What the exercise asks: Return the data that follows exactly as it appears. Pictures do not belong in the copy.

Record set:
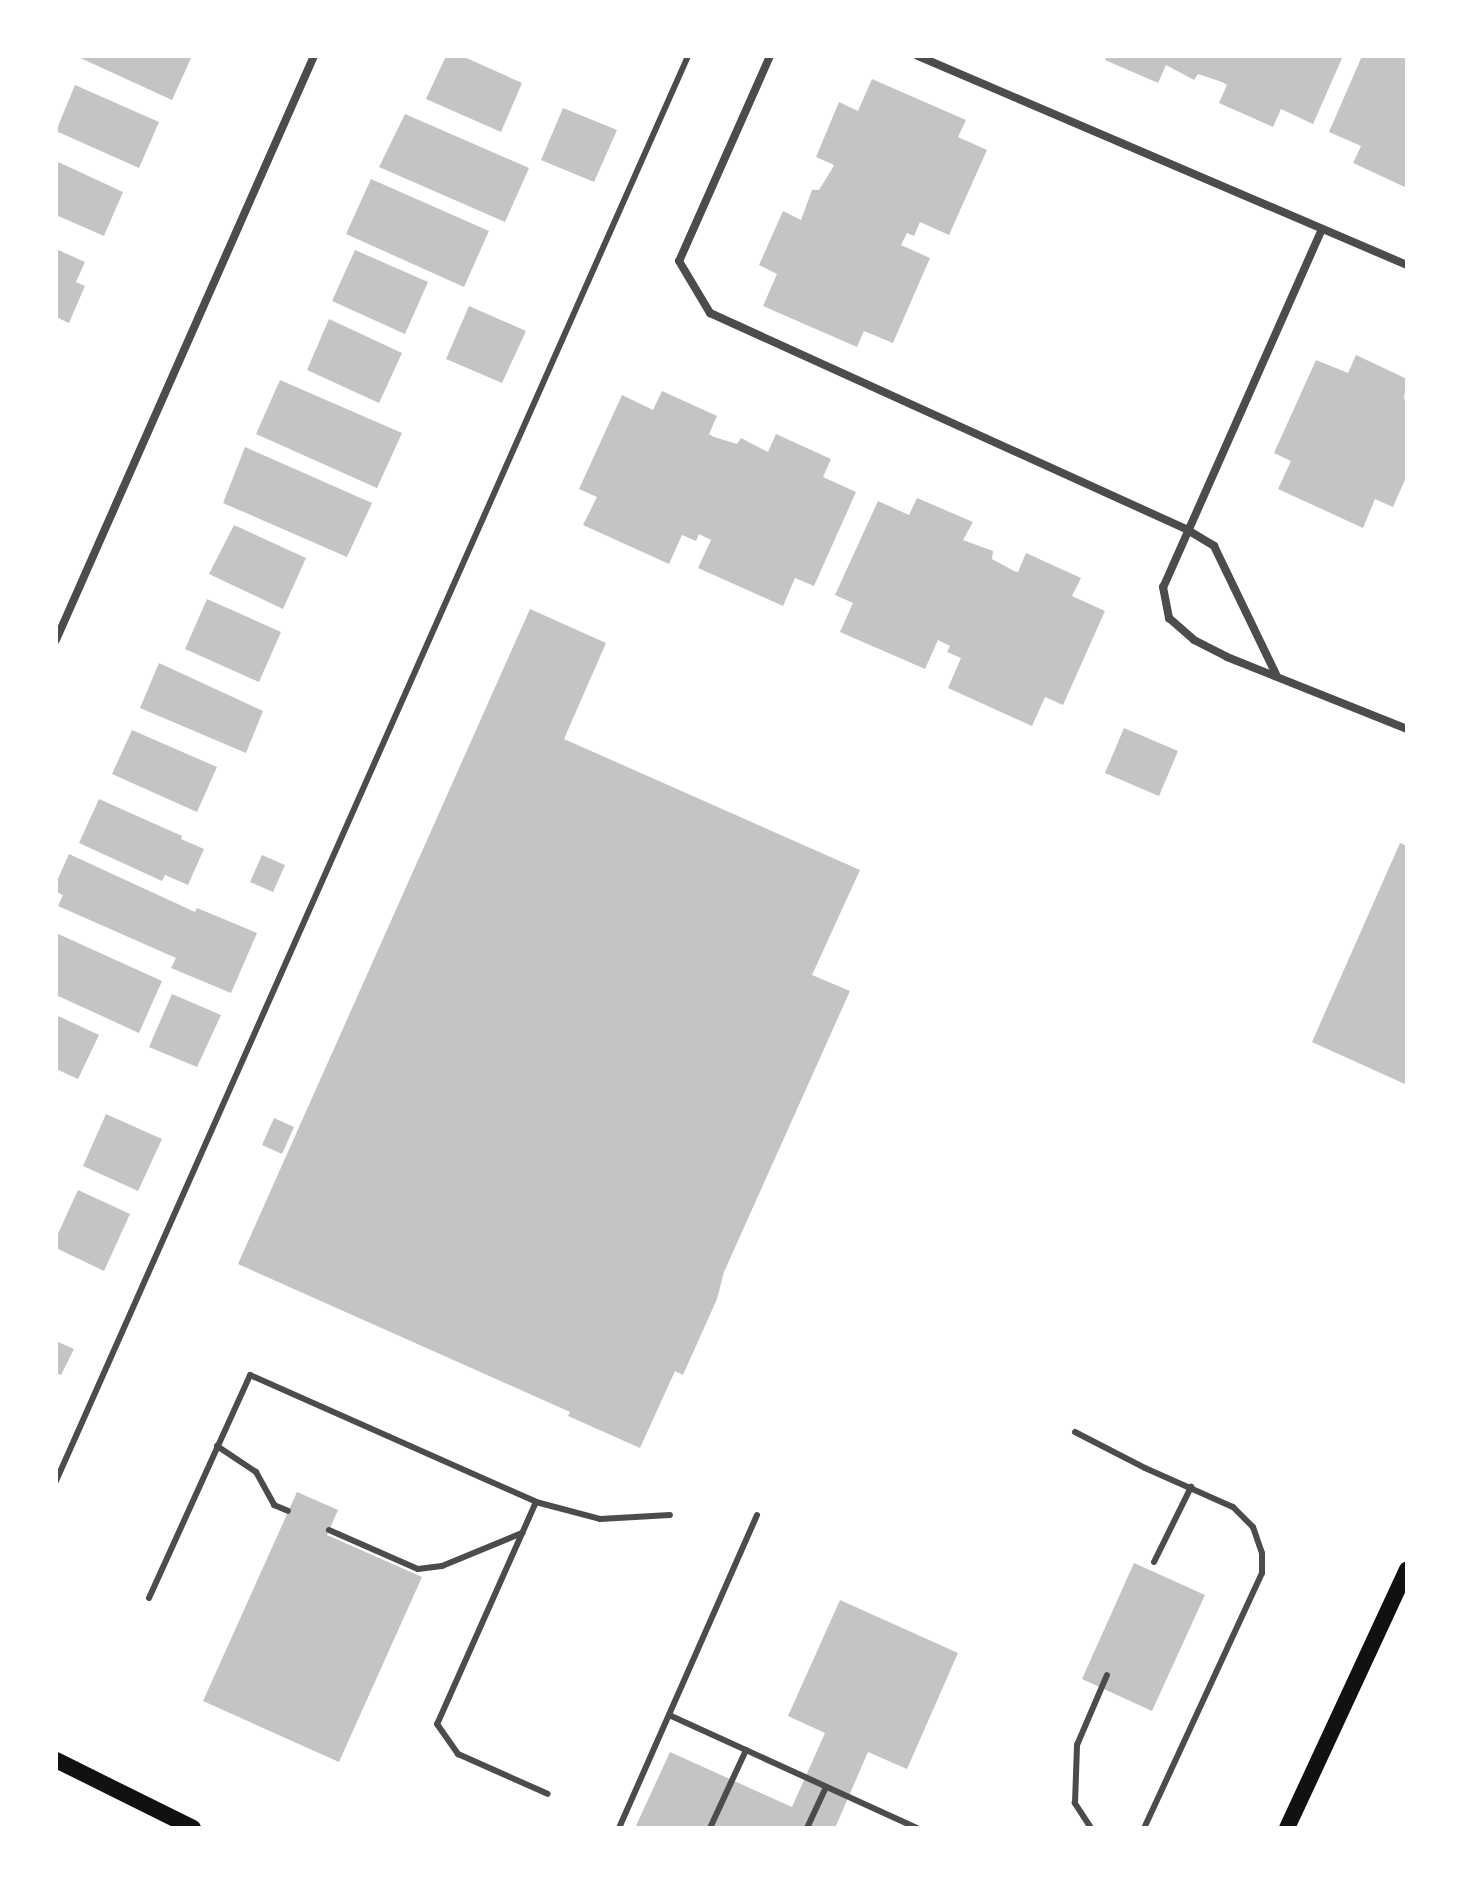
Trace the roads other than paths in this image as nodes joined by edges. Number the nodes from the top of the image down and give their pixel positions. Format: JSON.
{"nodes":[{"id":1,"x":314,"y":56,"type":"edge"},
{"id":2,"x":688,"y":56,"type":"edge"},
{"id":3,"x":770,"y":56,"type":"edge"},
{"id":4,"x":918,"y":56,"type":"edge"},
{"id":5,"x":1322,"y":229,"type":"junction"},
{"id":6,"x":1407,"y":265,"type":"edge"},
{"id":7,"x":1186,"y":529,"type":"junction"},
{"id":8,"x":56,"y":640,"type":"edge"},
{"id":9,"x":1276,"y":674,"type":"junction"},
{"id":10,"x":1407,"y":729,"type":"edge"},
{"id":11,"x":1075,"y":1432,"type":"dead end"},
{"id":12,"x":217,"y":1446,"type":"junction"},
{"id":13,"x":56,"y":1481,"type":"edge"},
{"id":14,"x":1191,"y":1487,"type":"junction"},
{"id":15,"x":536,"y":1502,"type":"junction"},
{"id":16,"x":288,"y":1511,"type":"dead end"},
{"id":17,"x":670,"y":1515,"type":"dead end"},
{"id":18,"x":757,"y":1515,"type":"dead end"},
{"id":19,"x":329,"y":1530,"type":"dead end"},
{"id":20,"x":522,"y":1533,"type":"junction"},
{"id":21,"x":1154,"y":1562,"type":"dead end"},
{"id":22,"x":1407,"y":1569,"type":"edge"},
{"id":23,"x":149,"y":1598,"type":"dead end"},
{"id":24,"x":1107,"y":1675,"type":"dead end"},
{"id":25,"x":669,"y":1715,"type":"junction"},
{"id":26,"x":746,"y":1750,"type":"junction"},
{"id":27,"x":56,"y":1760,"type":"edge"},
{"id":28,"x":826,"y":1787,"type":"junction"},
{"id":29,"x":548,"y":1794,"type":"dead end"},
{"id":30,"x":909,"y":1826,"type":"edge"},
{"id":31,"x":193,"y":1828,"type":"edge"},
{"id":32,"x":619,"y":1828,"type":"edge"},
{"id":33,"x":710,"y":1828,"type":"edge"},
{"id":34,"x":807,"y":1828,"type":"edge"},
{"id":35,"x":917,"y":1828,"type":"edge"},
{"id":36,"x":1091,"y":1828,"type":"edge"},
{"id":37,"x":1144,"y":1828,"type":"edge"},
{"id":38,"x":1287,"y":1828,"type":"edge"}],
"edges":[{"from":1,"to":8,"type":"street"},
{"from":2,"to":13,"type":"lane"},
{"from":3,"to":7,"type":"street"},
{"from":4,"to":5,"type":"street"},
{"from":5,"to":6,"type":"street"},
{"from":5,"to":7,"type":"street"},
{"from":7,"to":9,"type":"street"},
{"from":7,"to":9,"type":"street"},
{"from":9,"to":10,"type":"street"},
{"from":11,"to":14,"type":"lane"},
{"from":12,"to":15,"type":"lane"},
{"from":12,"to":16,"type":"lane"},
{"from":12,"to":23,"type":"lane"},
{"from":14,"to":21,"type":"lane"},
{"from":14,"to":37,"type":"lane"},
{"from":15,"to":17,"type":"lane"},
{"from":15,"to":20,"type":"lane"},
{"from":18,"to":25,"type":"lane"},
{"from":19,"to":20,"type":"lane"},
{"from":20,"to":29,"type":"lane"},
{"from":22,"to":38,"type":"main road"},
{"from":24,"to":36,"type":"lane"},
{"from":25,"to":26,"type":"lane"},
{"from":25,"to":32,"type":"lane"},
{"from":26,"to":28,"type":"lane"},
{"from":26,"to":33,"type":"lane"},
{"from":27,"to":31,"type":"main road"},
{"from":28,"to":30,"type":"lane"},
{"from":28,"to":34,"type":"lane"},
{"from":30,"to":35,"type":"lane"}]}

Written solution:
Trace the roads other than paths in this image as nodes joined by edges. Number the nodes from the top of the image down and give their pixel positions. Format: JSON.
{"nodes":[{"id":1,"x":314,"y":56,"type":"edge"},
{"id":2,"x":688,"y":56,"type":"edge"},
{"id":3,"x":770,"y":56,"type":"edge"},
{"id":4,"x":918,"y":56,"type":"edge"},
{"id":5,"x":1322,"y":229,"type":"junction"},
{"id":6,"x":1407,"y":265,"type":"edge"},
{"id":7,"x":1186,"y":529,"type":"junction"},
{"id":8,"x":56,"y":640,"type":"edge"},
{"id":9,"x":1276,"y":674,"type":"junction"},
{"id":10,"x":1407,"y":729,"type":"edge"},
{"id":11,"x":1075,"y":1432,"type":"dead end"},
{"id":12,"x":217,"y":1446,"type":"junction"},
{"id":13,"x":56,"y":1481,"type":"edge"},
{"id":14,"x":1191,"y":1487,"type":"junction"},
{"id":15,"x":536,"y":1502,"type":"junction"},
{"id":16,"x":288,"y":1511,"type":"dead end"},
{"id":17,"x":670,"y":1515,"type":"dead end"},
{"id":18,"x":757,"y":1515,"type":"dead end"},
{"id":19,"x":329,"y":1530,"type":"dead end"},
{"id":20,"x":522,"y":1533,"type":"junction"},
{"id":21,"x":1154,"y":1562,"type":"dead end"},
{"id":22,"x":1407,"y":1569,"type":"edge"},
{"id":23,"x":149,"y":1598,"type":"dead end"},
{"id":24,"x":1107,"y":1675,"type":"dead end"},
{"id":25,"x":669,"y":1715,"type":"junction"},
{"id":26,"x":746,"y":1750,"type":"junction"},
{"id":27,"x":56,"y":1760,"type":"edge"},
{"id":28,"x":826,"y":1787,"type":"junction"},
{"id":29,"x":548,"y":1794,"type":"dead end"},
{"id":30,"x":909,"y":1826,"type":"edge"},
{"id":31,"x":193,"y":1828,"type":"edge"},
{"id":32,"x":619,"y":1828,"type":"edge"},
{"id":33,"x":710,"y":1828,"type":"edge"},
{"id":34,"x":807,"y":1828,"type":"edge"},
{"id":35,"x":917,"y":1828,"type":"edge"},
{"id":36,"x":1091,"y":1828,"type":"edge"},
{"id":37,"x":1144,"y":1828,"type":"edge"},
{"id":38,"x":1287,"y":1828,"type":"edge"}],
"edges":[{"from":1,"to":8,"type":"street"},
{"from":2,"to":13,"type":"lane"},
{"from":3,"to":7,"type":"street"},
{"from":4,"to":5,"type":"street"},
{"from":5,"to":6,"type":"street"},
{"from":5,"to":7,"type":"street"},
{"from":7,"to":9,"type":"street"},
{"from":7,"to":9,"type":"street"},
{"from":9,"to":10,"type":"street"},
{"from":11,"to":14,"type":"lane"},
{"from":12,"to":15,"type":"lane"},
{"from":12,"to":16,"type":"lane"},
{"from":12,"to":23,"type":"lane"},
{"from":14,"to":21,"type":"lane"},
{"from":14,"to":37,"type":"lane"},
{"from":15,"to":17,"type":"lane"},
{"from":15,"to":20,"type":"lane"},
{"from":18,"to":25,"type":"lane"},
{"from":19,"to":20,"type":"lane"},
{"from":20,"to":29,"type":"lane"},
{"from":22,"to":38,"type":"main road"},
{"from":24,"to":36,"type":"lane"},
{"from":25,"to":26,"type":"lane"},
{"from":25,"to":32,"type":"lane"},
{"from":26,"to":28,"type":"lane"},
{"from":26,"to":33,"type":"lane"},
{"from":27,"to":31,"type":"main road"},
{"from":28,"to":30,"type":"lane"},
{"from":28,"to":34,"type":"lane"},
{"from":30,"to":35,"type":"lane"}]}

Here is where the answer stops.